En Montevideo, como un turista.



A la mañana siguiente ya amanecemos en el puerto de Montevideo. Es un lindo día de sol. A la izquierda de la bahía vemos el Cerro, cuyo avistaje dio el nombre a la ciudad. En su cima vemos el fuerte histórico que la custodiaba. A la derecha estaba la Ciudadela, que hoy es la Ciudad Vieja. Detrás se ven los altos edificios de la Ciudad Nueva donde sobresale el “Palacio Salvi”, un gran edificio estilo “art noveau” hecho por el mismo arquitecto que construyó al “Palacio Barolo” de Buenos Aires.

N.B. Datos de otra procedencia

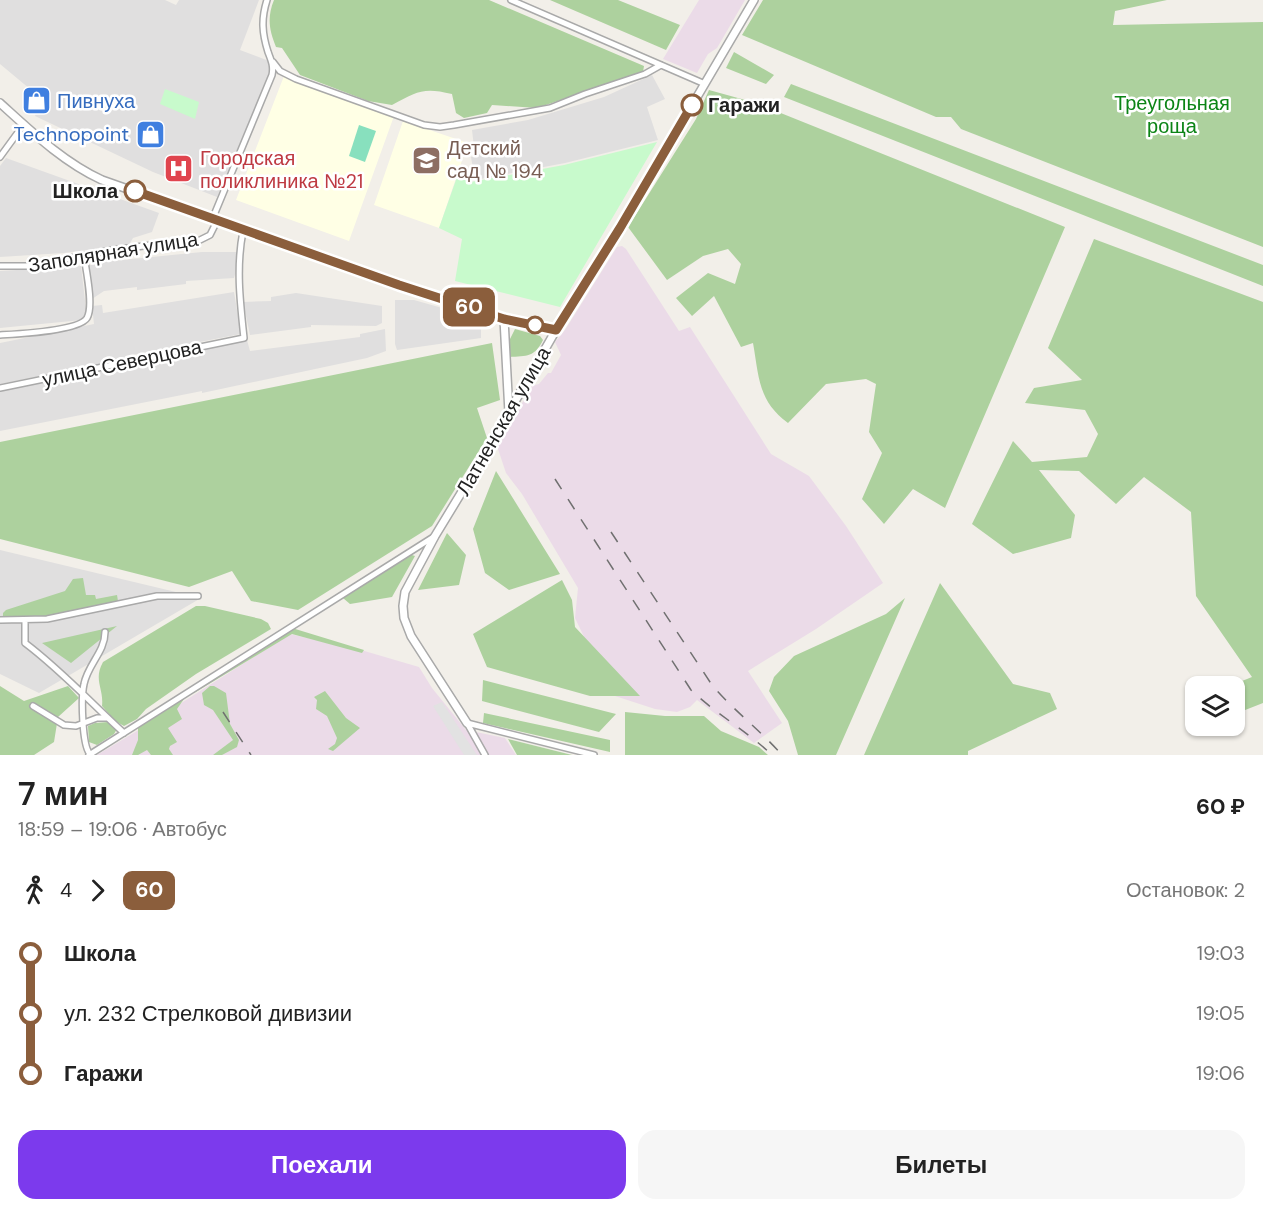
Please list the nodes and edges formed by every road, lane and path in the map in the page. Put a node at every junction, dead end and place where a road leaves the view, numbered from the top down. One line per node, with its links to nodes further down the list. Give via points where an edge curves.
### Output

En el puerto, cerca de la entrada, yace un grupo de pequeños barcos abandonados, algunos semi-hundidos, que dan un toque de nostalgia al paisaje. También nos recuerdan la gran cantidad de barcos hundidos en la zona. Entre ellos figura el acorazado alemán “Graf Spee”. Su capitán en el año 1939, luego de una batalla y perseguido por barcos ingleses, lo hizo explotar y hundir en medio del río. La tripulación pudo transbordarse y desembarcar en Montevideo. Algunos se quedaron en Uruguay y otros fueron a la Argentina. Muchos de ellos se instalaron en Córdoba, en lo que hoy es Villa General Belgrano.



Hemos decidido no tomar ninguna excursión. He venido muchas veces a Montevideo, por diversos motivos, y pienso que lo mejor para mostrar la ciudad a Lucia y a las nenas es caminar o tomar taxis. De la rada del puerto hasta la Ciudad Vieja hay muy pocas cuadras así que pudimos ir caminando por un sendero indicado para los viajeros. Es una mañana de sábado y hay poca gente por las calles. Nos dan un mapa del lugar y de los principales puntos de interés y empezamos a caminar. La Ciudad Vieja es encantadora, segura, con un aire relajado. Por momentos los frentes antiguos –algunos casi en ruinas-, los colores y el deambular de unos cuantos afroamericanos nos hacen recordar a la Habana vieja de Cuba.


 Lo mejor es la gran amabilidad con la que todos atienden y el tiempo que te dedican a contestar preguntas. Visitamos negocios, el museo del carnaval, la iglesia Catedral –con la imponente tumba del obispo Soler-,vemos monumentos en la plaza Zabala, contemplamos fachadas antiguas y hacemos algunas compras.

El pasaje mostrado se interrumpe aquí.